Given entries:
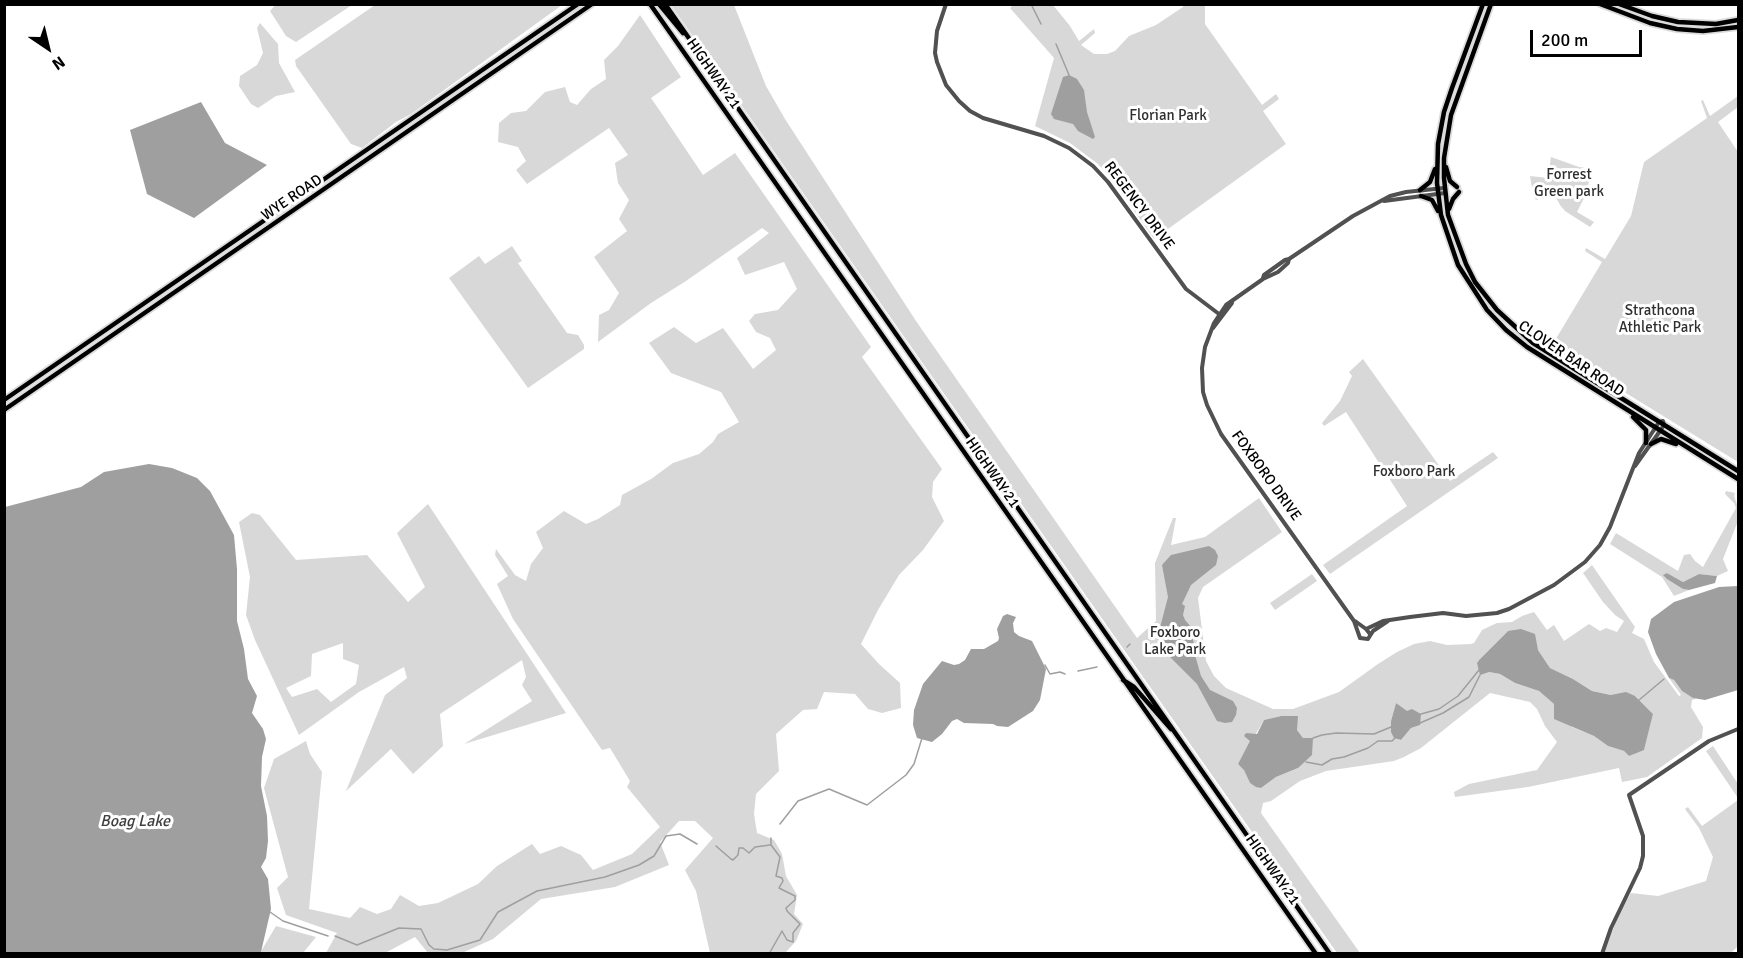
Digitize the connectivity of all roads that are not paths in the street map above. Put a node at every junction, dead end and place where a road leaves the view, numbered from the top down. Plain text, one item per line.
1 (578, 4) edge
2 (592, 4) edge
3 (650, 4) edge
4 (658, 4) edge
5 (665, 4) edge
6 (946, 4) edge
7 (1483, 4) edge
8 (1600, 4) edge
9 (1619, 4) edge
10 (1491, 5) edge
11 (1738, 20) edge
12 (1738, 28) edge
13 (691, 41) junction
14 (1444, 158) junction
15 (1437, 160) junction
16 (1445, 190) junction
17 (1438, 191) junction
18 (1421, 193) junction
19 (1441, 215) junction
20 (1448, 215) junction
21 (1234, 300) junction
22 (1219, 314) junction
23 (1211, 331) junction
24 (4, 400) edge
25 (4, 410) edge
26 (1627, 410) junction
27 (1662, 423) junction
28 (1658, 429) junction
29 (1648, 443) junction
30 (1683, 446) junction
31 (1738, 471) edge
32 (1738, 479) edge
33 (1354, 621) junction
34 (1388, 621) junction
35 (1365, 629) junction
36 (1359, 632) junction
37 (1370, 634) junction
38 (1123, 680) junction
39 (1738, 729) edge
40 (1179, 738) junction
41 (1316, 954) edge
42 (1330, 954) edge
43 (1602, 954) edge

1 - 24 main road, WYE ROAD
2 - 25 main road, WYE ROAD
3 - 38 main road, HIGHWAY 21
4 - 13 main road
5 - 13 main road, HIGHWAY 21
6 - 22 street, REGENCY DRIVE
7 - 15 main road, CLOVER BAR ROAD
8 - 12 main road
9 - 11 main road
10 - 14 main road, CLOVER BAR ROAD
13 - 40 main road, HIGHWAY 21
14 - 16 main road, CLOVER BAR ROAD
14 - 20 main road
15 - 17 main road, CLOVER BAR ROAD
15 - 18 main road
16 - 17 street, FOXBORO DRIVE
16 - 20 main road, CLOVER BAR ROAD
17 - 18 street, FOXBORO DRIVE
17 - 19 main road, CLOVER BAR ROAD
18 - 19 main road
18 - 21 street, FOXBORO DRIVE
19 - 26 main road, CLOVER BAR ROAD
20 - 27 main road, CLOVER BAR ROAD
21 - 22 street, FOXBORO DRIVE
21 - 23 street, FOXBORO DRIVE
22 - 23 street, FOXBORO DRIVE
23 - 33 street, FOXBORO DRIVE
26 - 28 main road, CLOVER BAR ROAD
26 - 29 main road
27 - 28 street
27 - 31 main road, CLOVER BAR ROAD
28 - 29 street
28 - 30 main road, CLOVER BAR ROAD
29 - 30 main road
29 - 34 street
30 - 32 main road, CLOVER BAR ROAD
33 - 35 street, FOXBORO DRIVE
33 - 36 street, FOXBORO DRIVE
34 - 35 street
34 - 37 street
35 - 36 street
35 - 37 street, FOXBORO DRIVE
36 - 37 street
38 - 40 main road
38 - 41 main road, HIGHWAY 21
39 - 43 street
40 - 42 main road, HIGHWAY 21

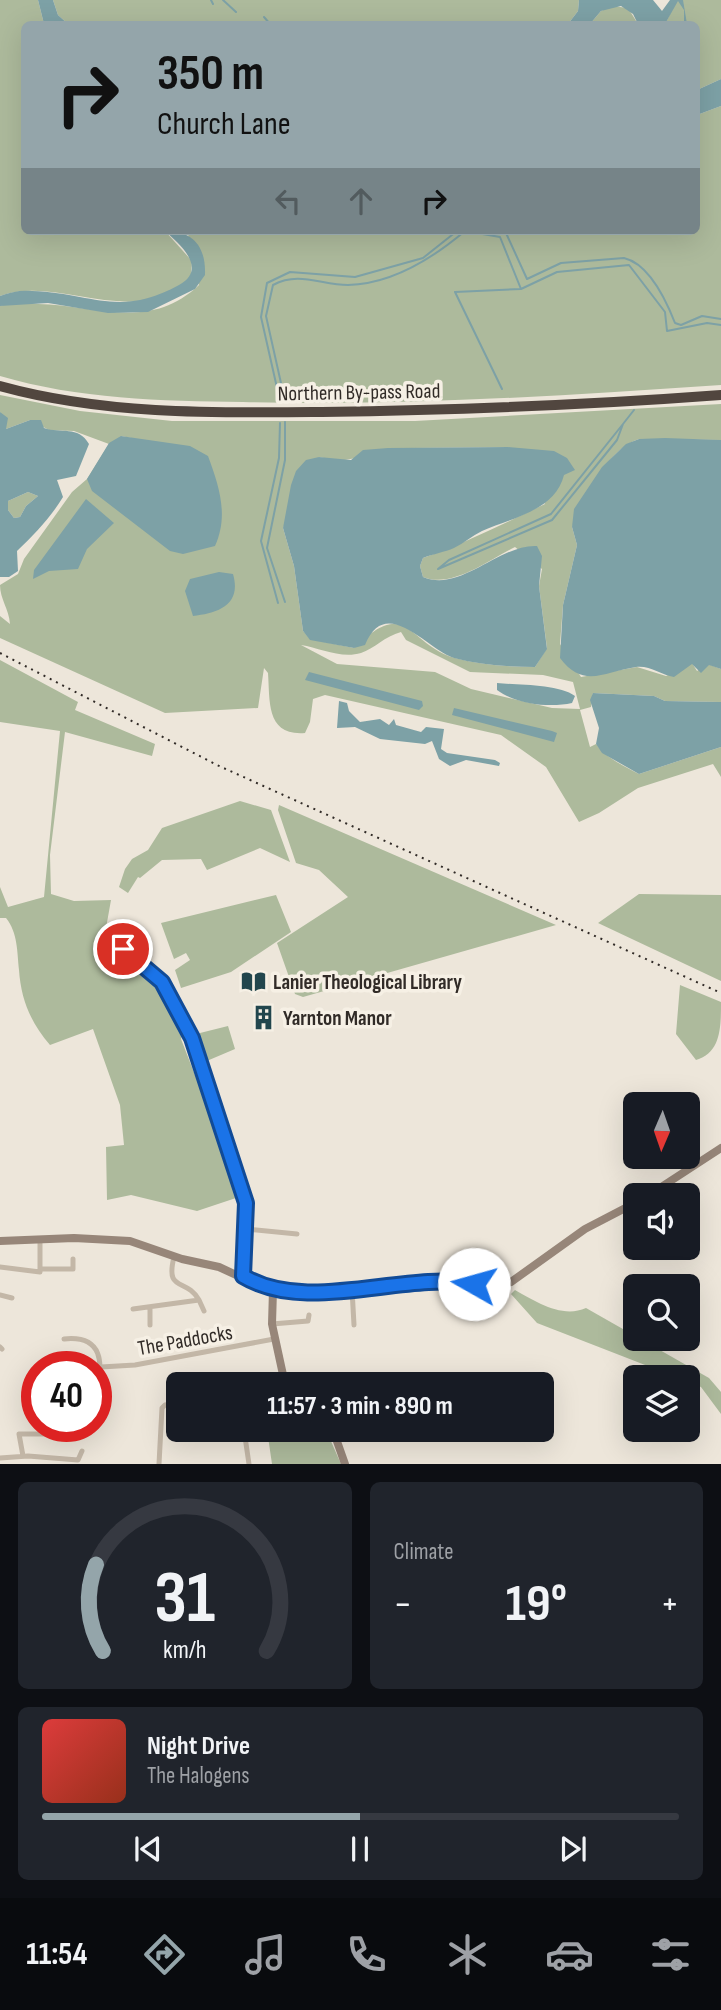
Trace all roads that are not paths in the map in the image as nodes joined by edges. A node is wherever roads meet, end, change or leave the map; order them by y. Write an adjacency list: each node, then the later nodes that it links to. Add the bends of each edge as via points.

Your assignment:
Write out each entry exactly as given, omitting any picture.

Task response:
Digitize the connectivity of all roads that are not paths in the street map above. Put a node at every junction, dead end and place where a road leaves the view, numbered from the top down. Plain text, one item per line.
1 (578, 4) edge
2 (592, 4) edge
3 (650, 4) edge
4 (658, 4) edge
5 (665, 4) edge
6 (946, 4) edge
7 (1483, 4) edge
8 (1600, 4) edge
9 (1619, 4) edge
10 (1491, 5) edge
11 (1738, 20) edge
12 (1738, 28) edge
13 (691, 41) junction
14 (1444, 158) junction
15 (1437, 160) junction
16 (1445, 190) junction
17 (1438, 191) junction
18 (1421, 193) junction
19 (1441, 215) junction
20 (1448, 215) junction
21 (1234, 300) junction
22 (1219, 314) junction
23 (1211, 331) junction
24 (4, 400) edge
25 (4, 410) edge
26 (1627, 410) junction
27 (1662, 423) junction
28 (1658, 429) junction
29 (1648, 443) junction
30 (1683, 446) junction
31 (1738, 471) edge
32 (1738, 479) edge
33 (1354, 621) junction
34 (1388, 621) junction
35 (1365, 629) junction
36 (1359, 632) junction
37 (1370, 634) junction
38 (1123, 680) junction
39 (1738, 729) edge
40 (1179, 738) junction
41 (1316, 954) edge
42 (1330, 954) edge
43 (1602, 954) edge

1 - 24 main road, WYE ROAD
2 - 25 main road, WYE ROAD
3 - 38 main road, HIGHWAY 21
4 - 13 main road
5 - 13 main road, HIGHWAY 21
6 - 22 street, REGENCY DRIVE
7 - 15 main road, CLOVER BAR ROAD
8 - 12 main road
9 - 11 main road
10 - 14 main road, CLOVER BAR ROAD
13 - 40 main road, HIGHWAY 21
14 - 16 main road, CLOVER BAR ROAD
14 - 20 main road
15 - 17 main road, CLOVER BAR ROAD
15 - 18 main road
16 - 17 street, FOXBORO DRIVE
16 - 20 main road, CLOVER BAR ROAD
17 - 18 street, FOXBORO DRIVE
17 - 19 main road, CLOVER BAR ROAD
18 - 19 main road
18 - 21 street, FOXBORO DRIVE
19 - 26 main road, CLOVER BAR ROAD
20 - 27 main road, CLOVER BAR ROAD
21 - 22 street, FOXBORO DRIVE
21 - 23 street, FOXBORO DRIVE
22 - 23 street, FOXBORO DRIVE
23 - 33 street, FOXBORO DRIVE
26 - 28 main road, CLOVER BAR ROAD
26 - 29 main road
27 - 28 street
27 - 31 main road, CLOVER BAR ROAD
28 - 29 street
28 - 30 main road, CLOVER BAR ROAD
29 - 30 main road
29 - 34 street
30 - 32 main road, CLOVER BAR ROAD
33 - 35 street, FOXBORO DRIVE
33 - 36 street, FOXBORO DRIVE
34 - 35 street
34 - 37 street
35 - 36 street
35 - 37 street, FOXBORO DRIVE
36 - 37 street
38 - 40 main road
38 - 41 main road, HIGHWAY 21
39 - 43 street
40 - 42 main road, HIGHWAY 21

Trace all roads that are not paths in the map in the image as nodes joined by edges. A node is wherever roads meet, end, change or leave the map; order them by y. Write an adjacency list: each node, then the later nodes that it links to. Add the bends of each edge as via points.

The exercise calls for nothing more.